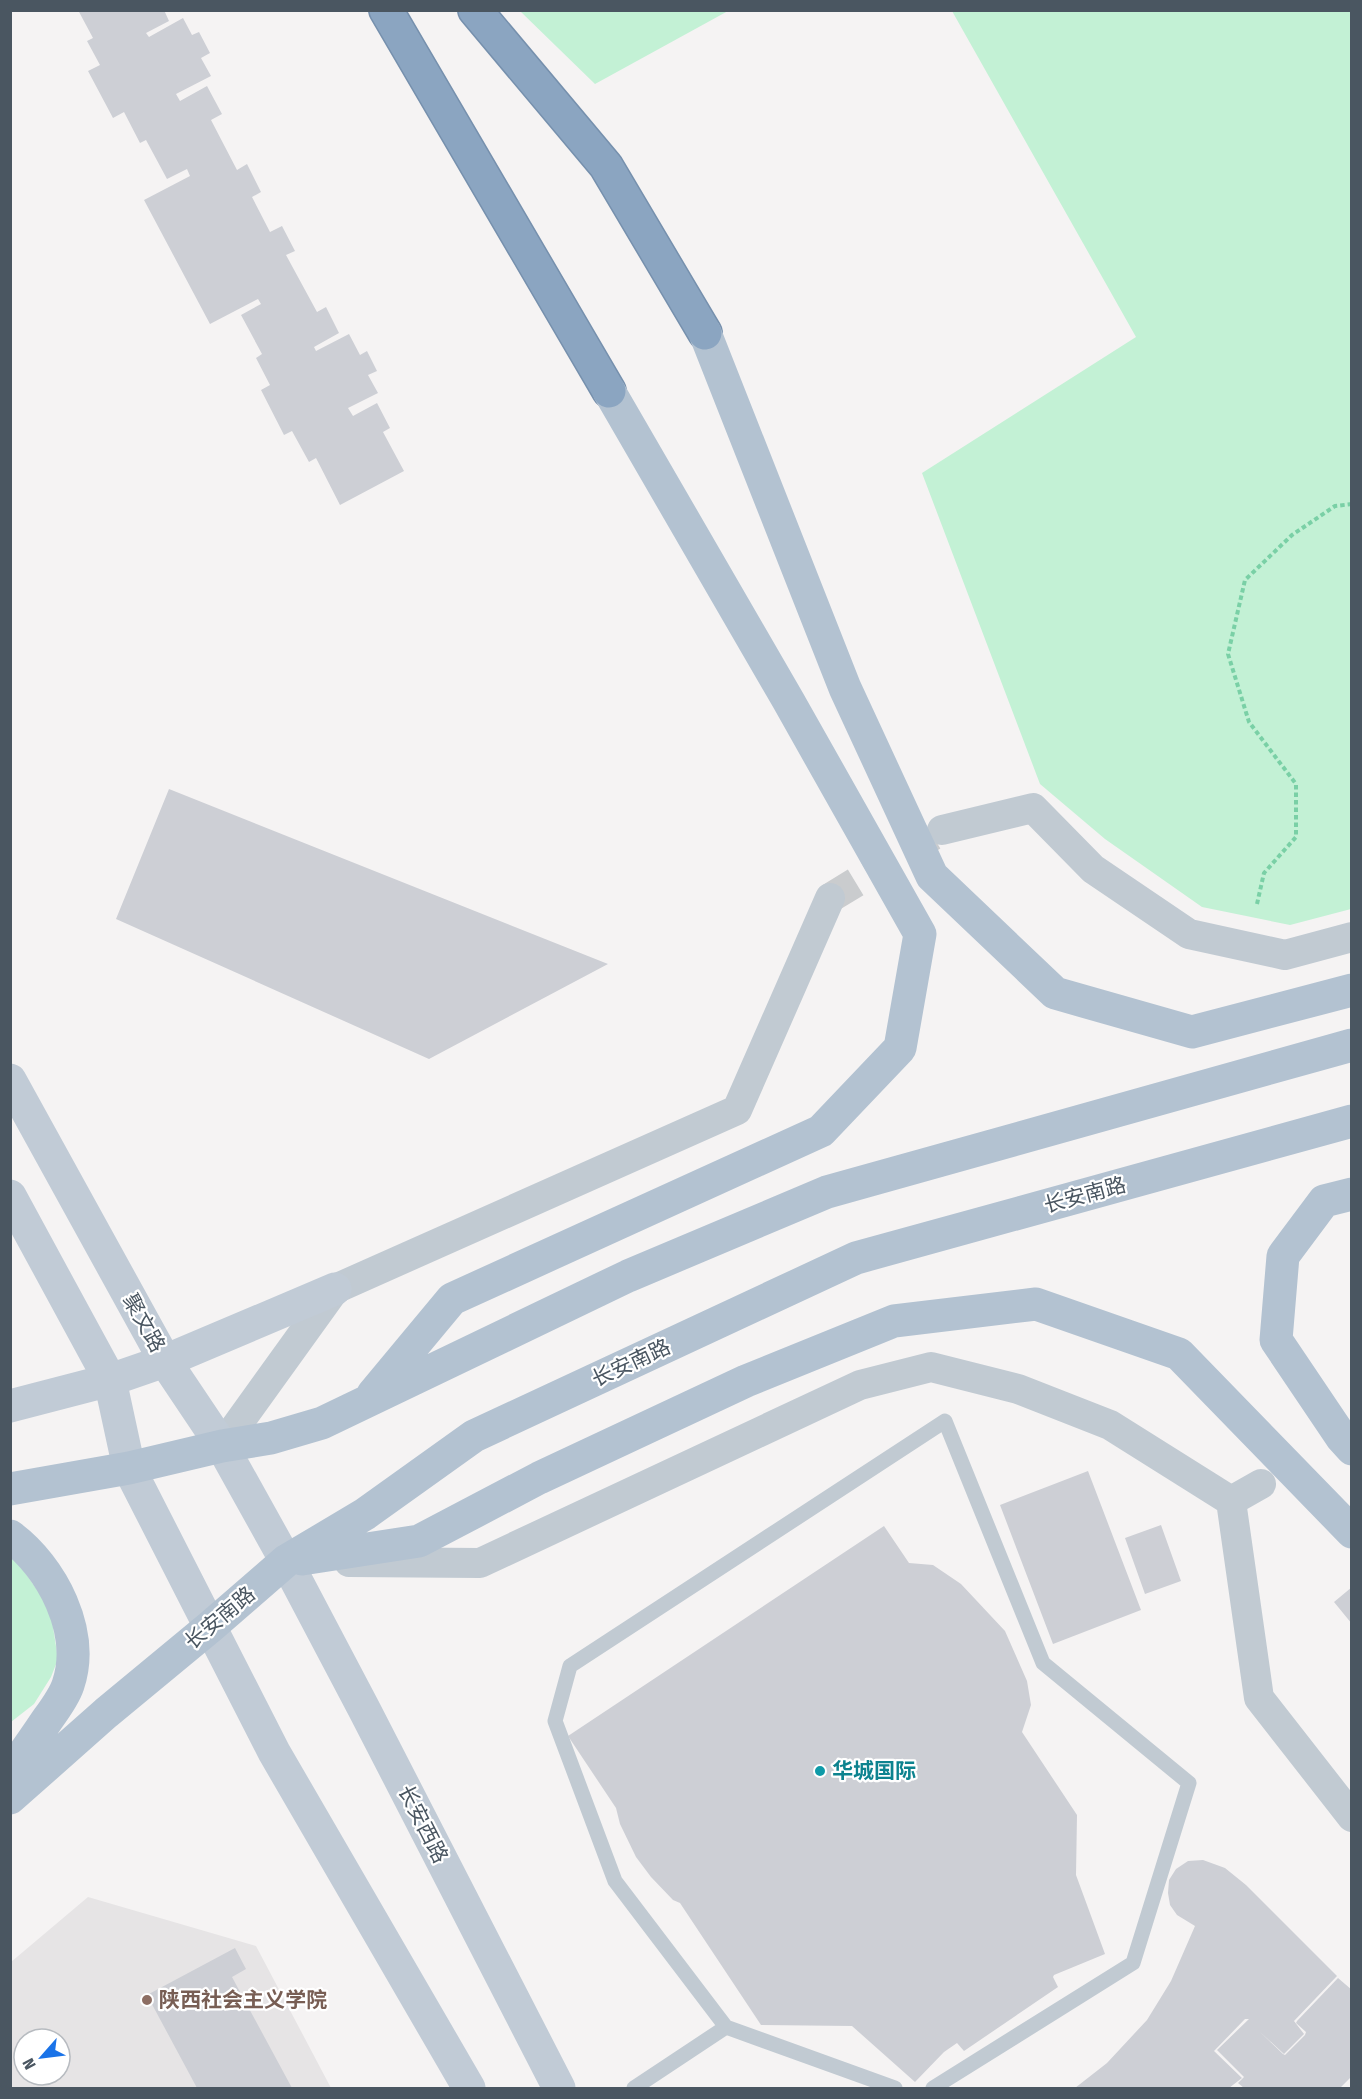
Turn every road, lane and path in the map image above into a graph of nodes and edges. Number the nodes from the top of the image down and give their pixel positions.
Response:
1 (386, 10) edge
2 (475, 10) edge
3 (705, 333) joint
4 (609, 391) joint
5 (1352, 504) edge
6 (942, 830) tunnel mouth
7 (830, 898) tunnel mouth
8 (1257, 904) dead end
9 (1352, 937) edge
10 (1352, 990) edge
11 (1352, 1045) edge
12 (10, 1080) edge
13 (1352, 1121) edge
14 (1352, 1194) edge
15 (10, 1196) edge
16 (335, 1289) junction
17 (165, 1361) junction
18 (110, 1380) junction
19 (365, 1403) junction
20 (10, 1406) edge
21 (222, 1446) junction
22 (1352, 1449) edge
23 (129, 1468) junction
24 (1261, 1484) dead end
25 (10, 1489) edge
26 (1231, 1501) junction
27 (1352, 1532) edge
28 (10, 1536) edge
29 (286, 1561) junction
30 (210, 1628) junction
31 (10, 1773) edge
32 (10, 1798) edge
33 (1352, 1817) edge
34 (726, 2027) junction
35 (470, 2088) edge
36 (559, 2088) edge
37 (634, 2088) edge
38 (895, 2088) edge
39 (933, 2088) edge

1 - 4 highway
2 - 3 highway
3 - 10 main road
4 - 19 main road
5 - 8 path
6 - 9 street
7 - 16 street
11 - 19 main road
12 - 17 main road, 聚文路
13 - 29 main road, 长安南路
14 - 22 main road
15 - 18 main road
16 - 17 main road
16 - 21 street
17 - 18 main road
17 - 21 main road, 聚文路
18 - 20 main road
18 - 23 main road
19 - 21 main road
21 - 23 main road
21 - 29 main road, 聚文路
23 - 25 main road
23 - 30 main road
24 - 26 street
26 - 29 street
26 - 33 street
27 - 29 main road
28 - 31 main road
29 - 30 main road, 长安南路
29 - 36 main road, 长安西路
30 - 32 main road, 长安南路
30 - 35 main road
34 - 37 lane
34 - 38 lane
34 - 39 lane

===============

== EXERCISE ==
Print the entries above exactly, leaving pictures out.

== ANSWER BOX ==
Turn every road, lane and path in the map image above into a graph of nodes and edges. Number the nodes from the top of the image down and give their pixel positions.
Response:
1 (386, 10) edge
2 (475, 10) edge
3 (705, 333) joint
4 (609, 391) joint
5 (1352, 504) edge
6 (942, 830) tunnel mouth
7 (830, 898) tunnel mouth
8 (1257, 904) dead end
9 (1352, 937) edge
10 (1352, 990) edge
11 (1352, 1045) edge
12 (10, 1080) edge
13 (1352, 1121) edge
14 (1352, 1194) edge
15 (10, 1196) edge
16 (335, 1289) junction
17 (165, 1361) junction
18 (110, 1380) junction
19 (365, 1403) junction
20 (10, 1406) edge
21 (222, 1446) junction
22 (1352, 1449) edge
23 (129, 1468) junction
24 (1261, 1484) dead end
25 (10, 1489) edge
26 (1231, 1501) junction
27 (1352, 1532) edge
28 (10, 1536) edge
29 (286, 1561) junction
30 (210, 1628) junction
31 (10, 1773) edge
32 (10, 1798) edge
33 (1352, 1817) edge
34 (726, 2027) junction
35 (470, 2088) edge
36 (559, 2088) edge
37 (634, 2088) edge
38 (895, 2088) edge
39 (933, 2088) edge

1 - 4 highway
2 - 3 highway
3 - 10 main road
4 - 19 main road
5 - 8 path
6 - 9 street
7 - 16 street
11 - 19 main road
12 - 17 main road, 聚文路
13 - 29 main road, 长安南路
14 - 22 main road
15 - 18 main road
16 - 17 main road
16 - 21 street
17 - 18 main road
17 - 21 main road, 聚文路
18 - 20 main road
18 - 23 main road
19 - 21 main road
21 - 23 main road
21 - 29 main road, 聚文路
23 - 25 main road
23 - 30 main road
24 - 26 street
26 - 29 street
26 - 33 street
27 - 29 main road
28 - 31 main road
29 - 30 main road, 长安南路
29 - 36 main road, 长安西路
30 - 32 main road, 长安南路
30 - 35 main road
34 - 37 lane
34 - 38 lane
34 - 39 lane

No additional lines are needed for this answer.